Devant les élus et les professionnels, en absence de tout ministre, Louis Nègre aurait-il pu ouvrir la porte à un nouveau grand chantier d’innovation collective? Nourries par la manne du Versement Mobilité, les AOM en sont devenues progressivement les otages, et oublient pour certaines d’entre elles de travailler sur la demande – commander du kilomètre, c’est parfois la facilité. Au-delà du recours à la tarification pour doper la fréquentation (comme à Montpellier), il existe bien d’autres armes pour accroître l’attractivité du transport public dans le quotidien des Français, si l’on reprend la rhétorique guerrière du Président de la République. Elles nécessitent du temps, de l’obstination, de l’imagination, et pas mal de discussions avec les entreprises, les corps intermédiaires, les structures de la société civile…

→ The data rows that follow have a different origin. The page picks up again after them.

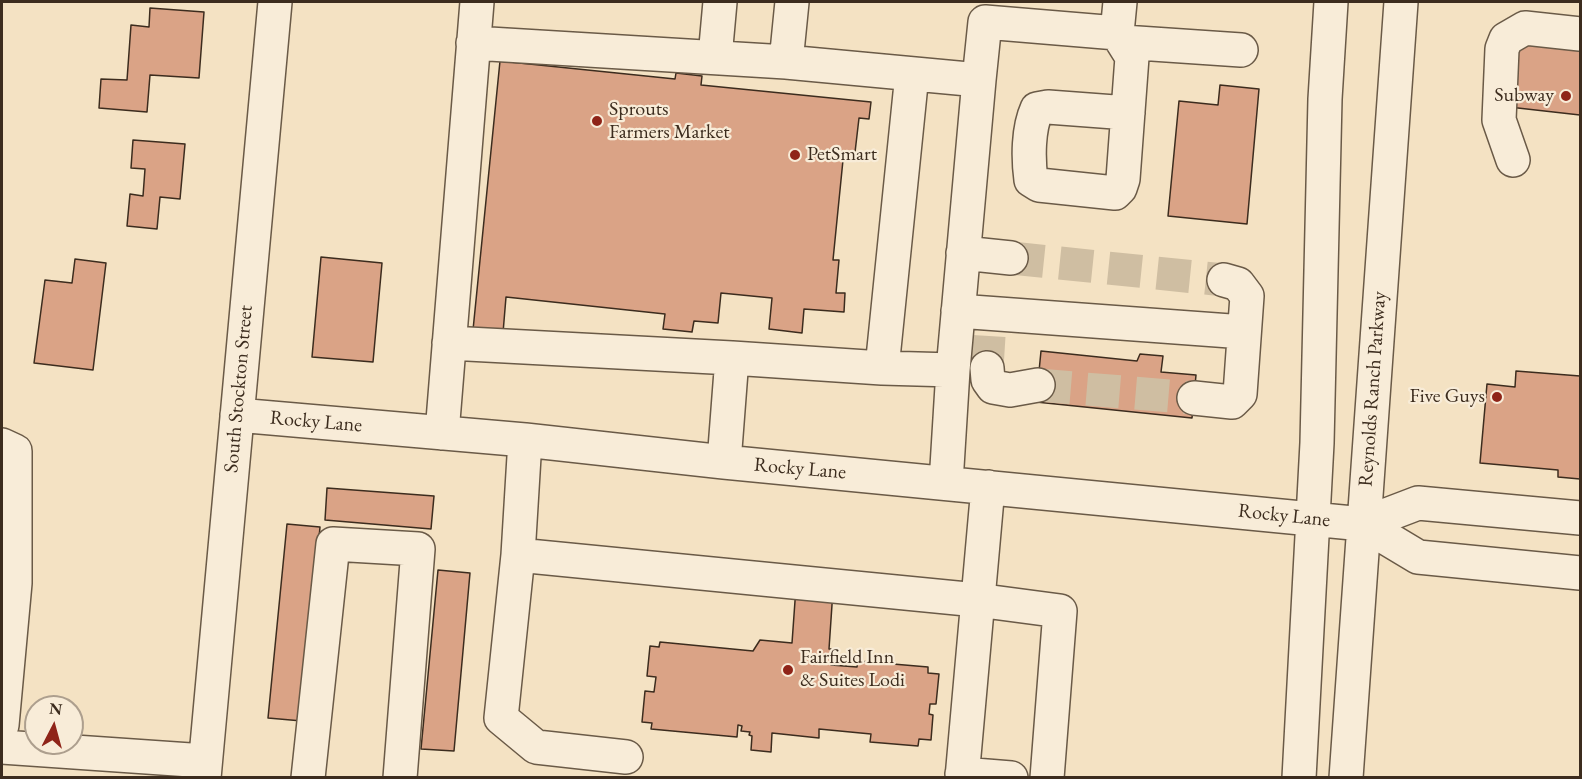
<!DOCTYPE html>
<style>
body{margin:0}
#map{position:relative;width:1582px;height:779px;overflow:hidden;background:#f4e2c3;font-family:"EB Garamond",serif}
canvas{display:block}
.frame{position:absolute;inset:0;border:3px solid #3c2c1e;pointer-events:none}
.north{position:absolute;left:24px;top:695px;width:60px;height:60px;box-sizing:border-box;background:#f8ecd8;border:2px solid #ad9f8e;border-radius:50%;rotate:6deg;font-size:16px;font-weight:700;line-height:24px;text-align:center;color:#3c2c1e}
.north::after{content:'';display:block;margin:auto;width:21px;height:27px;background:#8f2418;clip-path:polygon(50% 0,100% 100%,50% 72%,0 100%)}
</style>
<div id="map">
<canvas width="1582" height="779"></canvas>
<div class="frame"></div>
<div class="north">N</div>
</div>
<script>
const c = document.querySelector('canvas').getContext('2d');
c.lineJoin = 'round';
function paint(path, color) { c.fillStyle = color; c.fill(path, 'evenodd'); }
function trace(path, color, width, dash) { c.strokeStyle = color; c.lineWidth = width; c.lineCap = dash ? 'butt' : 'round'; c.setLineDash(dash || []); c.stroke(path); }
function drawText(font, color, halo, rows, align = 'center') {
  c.font = font + ' "EB Garamond",serif'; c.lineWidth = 4.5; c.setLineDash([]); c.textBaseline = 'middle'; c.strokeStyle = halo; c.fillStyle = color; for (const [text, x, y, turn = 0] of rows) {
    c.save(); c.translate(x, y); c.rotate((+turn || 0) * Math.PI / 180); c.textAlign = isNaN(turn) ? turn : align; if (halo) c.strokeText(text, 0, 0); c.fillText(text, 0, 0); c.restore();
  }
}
const building = new Path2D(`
 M 150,8 L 204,12 L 199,78 L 150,75 L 147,112 L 99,108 L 101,79 L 127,80 L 131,25 L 149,27 Z
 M 1516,43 L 1580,50 L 1580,115 L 1509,107 Z
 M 500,61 L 675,79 L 676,73 L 702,76 L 701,85 L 871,102 L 869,119 L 859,118 L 854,161 L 843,160 L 833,260 L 839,260 L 836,293 L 845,293 L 844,312 L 804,309 L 802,333 L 769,329 L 772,298 L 721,293 L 718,323 L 694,321 L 692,332 L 663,329 L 665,314 L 506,297 L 503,333 L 473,330 Z
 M 1220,85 L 1259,89 L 1247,224 L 1168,216 L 1179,101 L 1218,105 Z
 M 133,140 L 185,144 L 180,199 L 160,197 L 157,229 L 127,226 L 130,194 L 143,196 L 145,169 L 131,168 Z
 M 321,257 L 382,263 L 373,362 L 312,357 Z
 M 75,259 L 106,263 L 93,370 L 34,363 L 45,280 L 72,283 Z
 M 1041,351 L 1137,361 L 1140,354 L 1163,356 L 1161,372 L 1196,375 L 1192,418 L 1036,402 Z
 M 1516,371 L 1580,376 L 1580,479 L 1558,477 L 1558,470 L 1480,463 L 1487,384 L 1515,387 Z
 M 327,488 L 434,496 L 431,529 L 325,520 Z
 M 287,524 L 320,527 L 302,721 L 268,718 Z
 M 438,570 L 470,573 L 454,751 L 421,749 Z
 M 796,587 L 833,590 L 829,649 L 832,649 L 831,665 L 857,667 L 858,661 L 928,667 L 928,673 L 939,674 L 936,704 L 930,704 L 929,714 L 933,715 L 931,740 L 919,739 L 918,746 L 870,742 L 871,734 L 819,729 L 819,738 L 772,733 L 771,752 L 751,750 L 752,736 L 749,735 L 750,732 L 741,731 L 742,726 L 738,725 L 737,737 L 651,729 L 652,723 L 642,722 L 645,691 L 654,692 L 656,677 L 647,676 L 650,646 L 659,647 L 660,642 L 753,651 L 760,640 L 792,643 Z`);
paint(building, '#daa386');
trace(building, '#3c2c1e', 1.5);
trace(new Path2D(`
 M 1011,258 L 1224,280
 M 987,368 L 989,336
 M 1038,385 L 1194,398`), '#cfbea2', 33, [33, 16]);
const minor = new Path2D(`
 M 792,2 L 786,62 L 979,80 L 953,370
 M 1117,33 L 1132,57 L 1123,179 L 1120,188 L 1115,193 L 1039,185 L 1031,180 C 1028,158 1028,129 1037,109 L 1048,107 L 1128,113
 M 1123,42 L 1241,50
 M 473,43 L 786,62
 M 715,57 L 720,2
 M 979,80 L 985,22 L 1117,33 L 1120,2
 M 1513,160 L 1499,120 L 1502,49 L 1506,39 L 1525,28 L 1580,34
 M 963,253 L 1011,258
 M 958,311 L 1244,332
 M 449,343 L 732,358
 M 882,368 L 912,74
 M 987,368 L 988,380 L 993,387 L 1010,390 L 1038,385
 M 1194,398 L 1232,402 L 1240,394 L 1247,296 L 1238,284 L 1224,280
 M 237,415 L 525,440 L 724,462 L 1363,524 L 1418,503 L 1580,518
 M 442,433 L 477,2
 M 525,440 L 518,555 L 501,718 L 536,747 L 626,757
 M 2,445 L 15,451 L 15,583 L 2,725
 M 724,462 L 732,358 L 882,368 L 953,370 L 946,483
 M 1363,524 L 1418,557 L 1580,573
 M 518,555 L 977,600 L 1060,611 L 1047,778
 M 2,747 L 205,761
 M 962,774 L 1011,778
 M 204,778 L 275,2
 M 308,778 L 333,544 L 418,549 L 400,778
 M 962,778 L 988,487
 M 1299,778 L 1317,443 L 1325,99 L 1331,2
 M 1346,778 L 1401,2`);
trace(minor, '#6a5a47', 36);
trace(minor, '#f8ecd8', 33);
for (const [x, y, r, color] of [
 [1566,96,6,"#8f2418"],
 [597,121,6,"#8f2418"],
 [795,155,6,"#8f2418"],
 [1497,397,6,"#8f2418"],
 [788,670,6,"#8f2418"]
]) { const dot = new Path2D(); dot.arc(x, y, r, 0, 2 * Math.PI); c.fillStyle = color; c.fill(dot); trace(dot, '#f8ecd8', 2); }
drawText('20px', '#3c2c1e', '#f8ecd8', [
 ["Subway",1554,96,"right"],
 ["Sprouts",609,110],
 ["Farmers Market",609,133],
 ["PetSmart",807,155],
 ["Five Guys",1485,397,"right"],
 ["Fairfield Inn",800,658],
 ["& Suites Lodi",800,681]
], 'left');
drawText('20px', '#3c2c1e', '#f8ecd8', [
 ["South Stockton Street",239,389,-85],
 ["Reynolds Ranch Parkway",1373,389,-86],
 ["Rocky Lane",316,422,5],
 ["Rocky Lane",800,469,5],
 ["Rocky Lane",1284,516,6]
]);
</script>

Le lendemain le ministre de la Transition écologique et de la Cohésion des Territoires Christophe Béchu rendit visite aux opérateurs de l’UTP, dans un grand hôtel rue de Castiglione près de la rue de Rivoli, en compagnie d’Antoine Peillon, le grand planificateur écologique, du nouveau DGITM, Rodolphe Gintz, et en présence du patron du Medef, Patrick Martin. Un joli parterre. Le ministre a pris soin de dire qu’il ne fallait pas voir dans sa présence de préférence volontaire, que c’était juste une question d’agenda que d’assister à cette cérémonie-là plutôt qu’à la précédente, et que Gart et UTP étaient le recto et le verso d’une même partition – on vous laissera juge de l’attribution du recto cette année.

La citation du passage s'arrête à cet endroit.